Online learning can help

To see if an online environment would mitigate the negative effects of foreign language anxiety, we studied the results of 61 beginner French students, learning either online or face-to-face. They learned new vocabulary and the present tense forms of two irregular French verbs, then completed a picture description activity targeting the new vocabulary. 

Following each session, we asked the students to complete a valid and reliable foreign language anxiety test (Horwitz, Horwitz, & Cope, 1986).

We concluded that students were not only significantly less anxious in the online environment than in the traditional classroom, but they participated significantly more often and produced significantly more words during each turn in the online environment. Read the results here: Côté & Gaffney, 2018.

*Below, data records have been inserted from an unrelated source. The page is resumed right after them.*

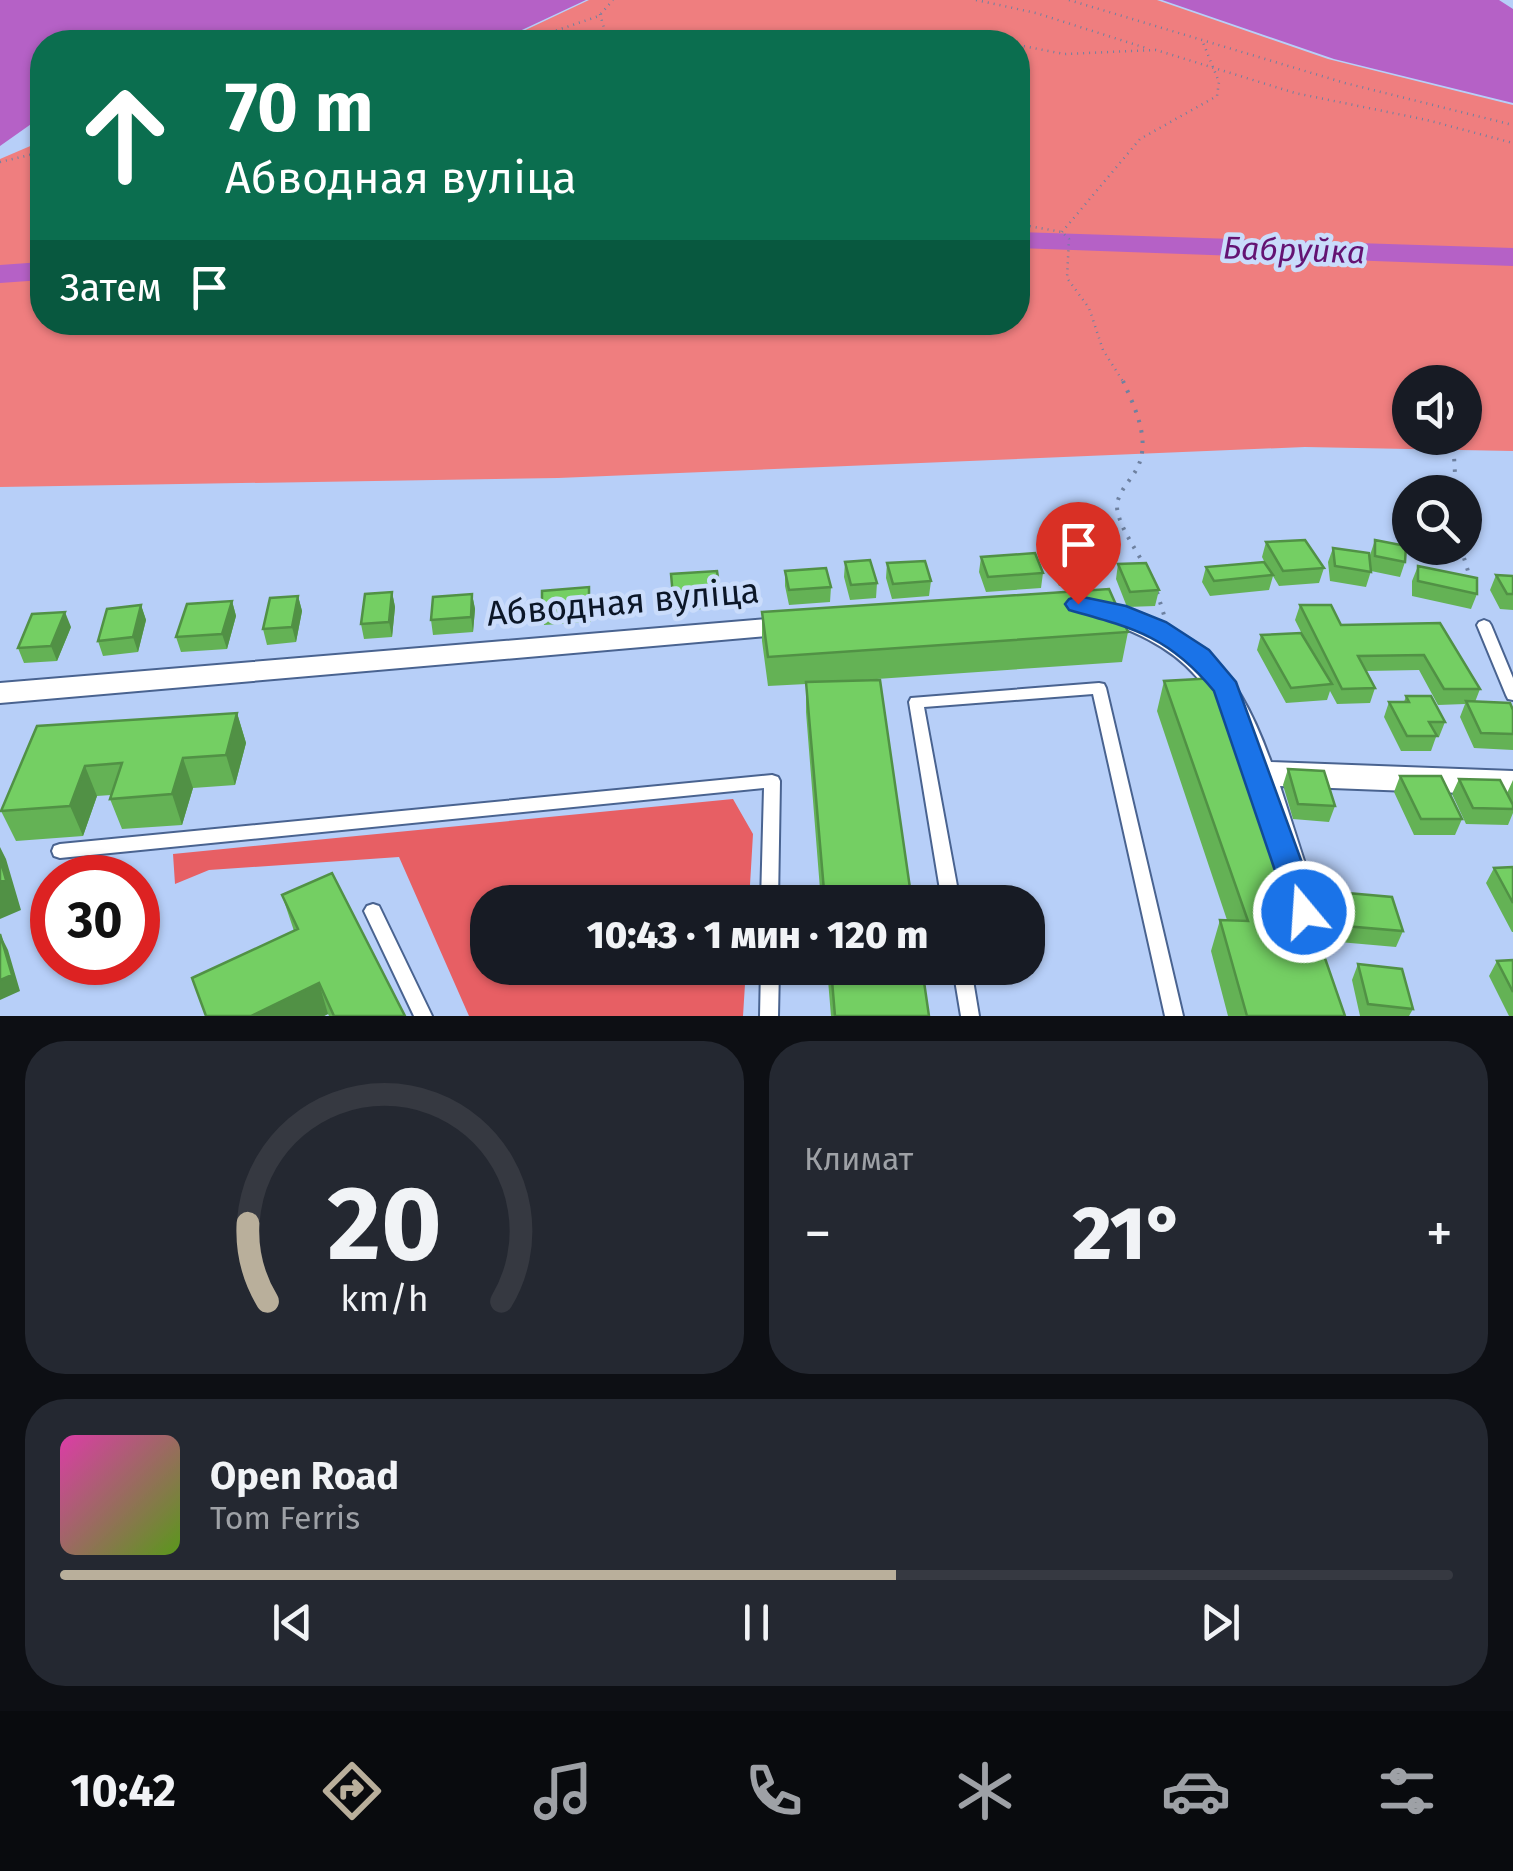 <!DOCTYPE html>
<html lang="ru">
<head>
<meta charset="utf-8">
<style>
  :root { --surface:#171b24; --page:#242831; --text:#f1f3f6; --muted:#9ea1a6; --line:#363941; --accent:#b9af9b }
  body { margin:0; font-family:"Fira Sans",sans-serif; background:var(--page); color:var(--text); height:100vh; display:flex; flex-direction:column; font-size:38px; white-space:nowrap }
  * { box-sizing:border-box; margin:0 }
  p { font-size:32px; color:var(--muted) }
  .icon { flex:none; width:55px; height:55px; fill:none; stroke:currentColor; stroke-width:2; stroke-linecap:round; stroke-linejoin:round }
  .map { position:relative; height:1016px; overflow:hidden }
  .details { display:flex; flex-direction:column; gap:25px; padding:25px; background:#0d0f14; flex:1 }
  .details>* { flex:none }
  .hud { position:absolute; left:30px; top:30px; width:1000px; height:305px; border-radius:40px; box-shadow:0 2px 8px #0004; background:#0b6e4f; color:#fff; overflow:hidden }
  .buttons { position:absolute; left:1392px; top:365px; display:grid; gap:20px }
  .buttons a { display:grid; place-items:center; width:90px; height:90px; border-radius:50%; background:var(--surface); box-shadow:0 2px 8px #0004; font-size:50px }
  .speed { position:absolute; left:30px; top:855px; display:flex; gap:20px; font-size:50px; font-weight:700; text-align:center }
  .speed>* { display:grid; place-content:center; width:130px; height:130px; border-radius:50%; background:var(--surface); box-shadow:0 2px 8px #0004; line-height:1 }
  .speed .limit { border:15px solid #d22; background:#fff; color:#111 }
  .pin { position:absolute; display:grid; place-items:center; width:85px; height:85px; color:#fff; margin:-102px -42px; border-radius:50% 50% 50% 0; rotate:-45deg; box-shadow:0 0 10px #0007 }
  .pin .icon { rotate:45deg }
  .me { position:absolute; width:110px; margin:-55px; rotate:342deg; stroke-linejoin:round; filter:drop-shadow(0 0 8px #0008) }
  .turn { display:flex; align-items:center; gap:35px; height:210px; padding:0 30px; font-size:45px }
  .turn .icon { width:130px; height:130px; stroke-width:2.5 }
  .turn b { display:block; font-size:70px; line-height:85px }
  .then { display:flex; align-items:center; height:95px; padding:0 30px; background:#0003; gap:20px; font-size:38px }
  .big { font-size:75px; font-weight:800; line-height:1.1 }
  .details .card { flex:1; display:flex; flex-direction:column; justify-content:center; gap:15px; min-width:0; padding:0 35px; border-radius:40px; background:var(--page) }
  .details .dial { align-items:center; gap:0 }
  .dial svg { height:260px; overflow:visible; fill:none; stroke:var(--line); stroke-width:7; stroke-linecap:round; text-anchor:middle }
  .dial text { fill:var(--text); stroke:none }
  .song { display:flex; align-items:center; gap:30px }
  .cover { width:120px; height:120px; border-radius:15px; background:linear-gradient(135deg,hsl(320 70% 55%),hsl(90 70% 35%)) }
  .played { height:10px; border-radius:5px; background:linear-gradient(90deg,var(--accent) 60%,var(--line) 60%) }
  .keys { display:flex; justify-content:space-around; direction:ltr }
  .heat { display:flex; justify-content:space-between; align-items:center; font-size:55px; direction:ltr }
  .details .tiles { flex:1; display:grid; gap:25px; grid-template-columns:1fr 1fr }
  .card:last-child { grid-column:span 2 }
  .trip { position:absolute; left:470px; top:885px; width:575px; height:100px; border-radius:40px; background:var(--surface); box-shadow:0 2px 8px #0004; font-weight:800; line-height:100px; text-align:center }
  .tab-bar { display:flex; height:160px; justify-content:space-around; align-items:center; background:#090b0e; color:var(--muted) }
  .tab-bar .icon { width:70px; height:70px }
  .tab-bar .selected { color:var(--accent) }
  .tab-bar b { font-size:45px; color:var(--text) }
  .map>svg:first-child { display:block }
</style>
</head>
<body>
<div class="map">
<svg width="1513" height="1016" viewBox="0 0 1513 1016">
  <rect width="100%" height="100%" fill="#b7cff8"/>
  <path fill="#ef7e7f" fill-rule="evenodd" d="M589,0H1157L1328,59L1513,105V451L1305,447L558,478L0,487V159L42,141V322H1018V42H500ZM1410,382H1465V438H1410Z"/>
  <path fill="#e75f64" d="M733,799L753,834L749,902H488V968H746L743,1016H469L399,857L209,870L175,884L173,854Z"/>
  <path fill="#b561c6" d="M0,0H586L496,42H42V121L34,122L0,146Z
    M1162,0H1499L1513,9V103L1334,59Z"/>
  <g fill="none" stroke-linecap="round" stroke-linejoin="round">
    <path fill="#b561c6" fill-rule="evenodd" d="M1018,232L1513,248V266L1018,248Z
      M42,262V280L0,283V265Z"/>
    <g stroke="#496390" stroke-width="4">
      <path id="service" d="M1484,620L1489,622L1491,625L1513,678V700L1508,699L1506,695L1477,625L1479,622Z
        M1099,683L1104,684L1106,688L1183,1016H1165L1093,694L924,707L960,902H942L909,702L911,698Z
        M772,775L778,777L780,781L778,902H761L764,788L60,858L54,856L52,851L54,846L60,844Z
        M373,904L379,906L432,1016H414L364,911L367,906Z
        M761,968H779L778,1016H760Z
        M953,968H971L979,1016H961Z"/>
    </g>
    <g stroke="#496390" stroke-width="4">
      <path id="minor" d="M1086,597C1192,626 1233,656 1271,762L1513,771V795L1280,786L1307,870L1302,879L1290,883L1278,879C1266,855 1260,826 1252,799C1219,686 1194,646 1076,612L1072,606L1076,600Z
        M792,617L802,619L806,626L802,633L0,703V683Z"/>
    </g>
    <path stroke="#6e81a0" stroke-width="2.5" stroke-dasharray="1 5" stroke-linecap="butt" d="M976,0L1036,13L1149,49
      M1069,0L1345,83L1513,125
      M600,14L608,42
      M522,42L599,16L613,0
      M740,42L884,40L960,33L1009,42
      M1018,45L1064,54L1156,50L1295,93L1427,120L1513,143
      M0,162L42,152
      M1018,224L1062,232L1069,239L1067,278L1089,308L1103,350L1124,383
      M1062,232L1140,139L1217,96L1219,82L1202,40"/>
    <path stroke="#6e81a0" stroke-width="4" stroke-dasharray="2.5 8" stroke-linecap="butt" d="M1123,381C1135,408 1153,443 1135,472C1128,483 1117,494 1117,507C1118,525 1136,549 1144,565
      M1453,438L1456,492
      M1461,548L1471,581
      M1157,592L1164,615"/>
    <use href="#service" fill="#fff" fill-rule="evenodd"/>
    <use href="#minor" fill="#fff" fill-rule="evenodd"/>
  </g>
  <path fill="#64b255" d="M1375,540L1405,562L1400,577L1371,571L1366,587L1330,581L1328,562L1333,548L1370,564V555Z
    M1266,542L1324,568L1319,583L1279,586L1273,576L1269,590L1210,596L1202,582L1206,567L1266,565L1262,557Z
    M1047,543L1095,568L1092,583L1059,586L1045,558Z
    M981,557L1043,573L1041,588L986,592L979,572Z
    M845,562L877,583L876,598L850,600L844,577Z
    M887,563L931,581L929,596L892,599L886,578Z
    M1118,564L1159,590L1155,606L1127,607L1116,579Z
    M1418,566L1477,594L1471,609L1412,596V581Z
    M785,571L831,587L830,602L789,605L785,586Z
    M671,574L720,593V608L674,611Z
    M1496,575L1513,576V610L1500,609L1490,590Z
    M589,587L591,622L544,625L542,610Z
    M392,592L395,607L392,637L364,639L361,624Z
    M472,594L475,609L473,632L433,635L431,620Z
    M298,596L302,611L296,642L267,645L263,629Z
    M232,601L236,616L227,649L181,652L176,637Z
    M141,605L146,620L138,652L103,656L98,641Z
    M1300,605L1341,625L1440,623L1480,689L1475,702L1513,710V750L1474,748L1460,717L1465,704L1438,705L1419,670L1366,671L1375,688L1370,703L1337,704L1330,691L1327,700L1286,703L1257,650L1261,635L1302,634L1295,620Z
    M762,612L1128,632L1122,662L848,681L912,902H821L806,712V684L768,686L762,641Z
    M71,627L57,661L24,663L18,648Z
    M1164,681L1345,1016H1228L1211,951L1220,920H1227L1157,711Z
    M1406,696L1445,722L1439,737H1436L1431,751H1401L1384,717L1389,702H1404Z
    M237,713L246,743L235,785L193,788L182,825L122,829L110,799L111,795L97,796L83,836L16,841L1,811L37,726Z
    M1288,769L1335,806L1329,822L1293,819L1283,785Z
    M1400,776L1462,819L1455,835H1414L1394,792Z
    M1459,779L1507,793L1513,780V813L1508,825L1466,824L1452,794Z
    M1513,867V932H1512L1486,883L1494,868Z
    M1336,892L1403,931L1396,947L1339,942L1330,908Z
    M282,895L405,1016H329L328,1014L324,1016H206L294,931Z
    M1513,960V1016H1509L1489,976L1497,961Z
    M1358,964L1413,1009L1409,1016H1360L1352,980Z
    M827,968H922L929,1016H831Z"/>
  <path fill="#519145" d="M392,592L395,607L392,637L389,622Z
    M472,594L475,609L473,632L471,617Z
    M298,596L302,611L296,642L292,627Z
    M232,601L236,616L227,649L222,634Z
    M141,605L146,620L138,652L133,637Z
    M65,612L71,627L57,661L51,646Z
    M237,713L246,743L235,785L226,755Z
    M183,758L193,788L182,825L172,794Z
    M85,766L97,796L83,836L70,806Z
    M0,847L6,859L21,910L0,919Z
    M0,934L8,950L20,991L0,1000Z
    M319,983L328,1014L324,1016H251Z"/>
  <path fill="#74cf63" stroke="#519145" stroke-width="2.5" d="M1080,540L1095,568L1061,571L1047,543Z
    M1305,540L1324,568L1283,571L1266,542Z
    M1375,540L1406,546L1405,562L1375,556Z
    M1333,548L1369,553L1371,572L1335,566Z
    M1035,553L1043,573L988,577L981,557Z
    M870,560L877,583L851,585L845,562Z
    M925,561L931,581L893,584L887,563Z
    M1264,562L1273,575L1214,581L1206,567Z
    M1146,563L1159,590L1130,592L1118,564Z
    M1418,566L1477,578V594L1418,581Z
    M826,568L831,587L789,590L785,571Z
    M717,571L720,593L673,596L671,574Z
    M1496,575L1513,576V594H1507Z
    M589,587V607L542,610V591Z
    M1109,589L1128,632L768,657L762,612Z
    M392,592L389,622L361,624L365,594Z
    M472,594L471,617L431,620L433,597Z
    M298,596L292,627L263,629L270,598Z
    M232,601L222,634L176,637L187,604Z
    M141,605L133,637L98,641L107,609Z
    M1300,605H1331L1341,625L1440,623L1480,689H1444L1424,655L1358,656L1375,688L1342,689Z
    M65,612L51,646L18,648L32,614Z
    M1301,633L1332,684L1291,688L1261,635Z
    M1216,678L1310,915L1345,1016H1247L1220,920L1248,921L1164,681Z
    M880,680L912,902H825L806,682Z
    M1406,696H1431L1445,722H1429L1437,736H1407L1389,702H1409Z
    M1466,701L1510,703L1513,710V734L1481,733Z
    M237,713L226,755L183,758L172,794L110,799L122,763L85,766L70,806L1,811L37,726Z
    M1288,769L1324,771L1335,806L1298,804Z
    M1400,776H1441L1462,819H1421Z
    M1459,779L1500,780L1513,805V809L1473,808Z
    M0,859L6,880L0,882Z
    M1513,867V903L1494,868Z
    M332,873L405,1016H334L319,983L251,1016H206L192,978L298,929L282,895Z
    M1336,892L1392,897L1403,931L1345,926Z
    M0,934L12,975L0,980Z
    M1513,960V992L1497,961Z
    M1358,964L1402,969L1413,1009L1368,1004Z
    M831,968H922L929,1016H835Z"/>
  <path fill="#1a73e8" stroke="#114b97" stroke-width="2.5" d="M1078,596L1126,606L1166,622L1209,650L1236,682L1320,912L1315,921L1304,925L1293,921L1289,912L1214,691C1170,637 1134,628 1069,610L1065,604L1069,599Z"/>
  <g text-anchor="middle" stroke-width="9" stroke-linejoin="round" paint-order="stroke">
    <g font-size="32" font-style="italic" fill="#641373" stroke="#cadcfb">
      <text transform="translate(1294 250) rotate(2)" y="11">Бабруйка</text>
    </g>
    <g font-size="35" fill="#0b1627" stroke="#cadcfb">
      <text transform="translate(623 602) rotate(-5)" y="12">Абводная вуліца</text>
    </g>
  </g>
</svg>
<div class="buttons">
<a><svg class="icon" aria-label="sound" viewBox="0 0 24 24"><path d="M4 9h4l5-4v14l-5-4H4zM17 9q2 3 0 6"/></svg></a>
<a><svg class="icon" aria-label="search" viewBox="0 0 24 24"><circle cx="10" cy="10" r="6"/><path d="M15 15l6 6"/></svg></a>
</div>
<div class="speed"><div class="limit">30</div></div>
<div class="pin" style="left:1078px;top:604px;background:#d93025"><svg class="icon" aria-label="arrive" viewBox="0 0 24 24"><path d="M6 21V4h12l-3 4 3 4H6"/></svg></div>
<svg class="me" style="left:1304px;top:912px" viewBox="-20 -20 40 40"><circle r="17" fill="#1a73e8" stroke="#fff" stroke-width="3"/><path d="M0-11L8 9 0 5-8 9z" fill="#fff"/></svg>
<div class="trip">10:43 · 1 мин · 120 m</div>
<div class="hud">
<div class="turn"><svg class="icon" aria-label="ahead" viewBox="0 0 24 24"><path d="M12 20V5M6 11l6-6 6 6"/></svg><div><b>70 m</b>Абводная вуліца</div></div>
<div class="then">Затем<svg class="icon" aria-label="arrive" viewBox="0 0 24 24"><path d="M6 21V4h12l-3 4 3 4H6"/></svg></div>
</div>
</div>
<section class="details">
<div class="tiles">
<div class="card dial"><svg viewBox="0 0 100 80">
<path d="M14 69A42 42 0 1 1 86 69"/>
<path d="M14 69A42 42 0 0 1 8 45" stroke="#b9af9b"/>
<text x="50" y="56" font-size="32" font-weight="700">20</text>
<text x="50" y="72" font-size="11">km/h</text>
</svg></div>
<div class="card"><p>Климат</p>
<div class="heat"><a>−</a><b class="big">21°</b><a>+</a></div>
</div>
<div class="card">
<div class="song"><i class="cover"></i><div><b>Open Road</b><p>Tom Ferris</p></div></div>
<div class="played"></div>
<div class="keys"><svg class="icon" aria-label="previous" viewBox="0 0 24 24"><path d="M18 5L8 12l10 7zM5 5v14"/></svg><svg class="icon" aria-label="pause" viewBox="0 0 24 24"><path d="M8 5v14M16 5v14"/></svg><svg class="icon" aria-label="next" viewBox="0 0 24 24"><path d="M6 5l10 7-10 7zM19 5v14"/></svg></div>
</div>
</div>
</section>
<nav class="tab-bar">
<b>10:42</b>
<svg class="icon selected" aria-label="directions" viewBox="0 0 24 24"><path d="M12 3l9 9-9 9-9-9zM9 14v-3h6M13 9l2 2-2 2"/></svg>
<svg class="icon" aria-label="music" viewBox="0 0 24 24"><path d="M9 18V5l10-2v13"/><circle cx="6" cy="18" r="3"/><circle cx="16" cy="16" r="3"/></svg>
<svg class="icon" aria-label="phone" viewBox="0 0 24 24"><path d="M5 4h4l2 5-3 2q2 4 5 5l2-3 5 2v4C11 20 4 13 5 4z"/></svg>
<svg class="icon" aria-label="climate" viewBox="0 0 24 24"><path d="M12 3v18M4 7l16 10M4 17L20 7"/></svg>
<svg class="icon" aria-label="car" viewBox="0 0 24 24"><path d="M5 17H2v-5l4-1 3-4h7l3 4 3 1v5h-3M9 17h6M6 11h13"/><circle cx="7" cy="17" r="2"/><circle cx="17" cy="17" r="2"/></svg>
<svg class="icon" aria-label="filters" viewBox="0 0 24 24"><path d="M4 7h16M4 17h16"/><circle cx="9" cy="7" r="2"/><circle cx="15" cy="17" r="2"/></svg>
</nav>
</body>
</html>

Many learners thrive in our face-to-face classrooms, shooting their hands up to share their ideas with the class and feeling excited to deliver a presentation in front of their classmates, while others excel online, feeling sufficiently stimulated in the peace and quiet of their home workspaces. This new experience of distance teaching and learning will reveal tremendous flexibility and creativity in both UTS students and staff. I trust that we will respond with resilience and find innovative ways to capitalize on this experience. There are plenty of reasons to be hopeful, and as my colleague, Negar Shayan, who teaches French and Spanish at UTS, said, “Maybe this will be good in ways we don’t know yet.”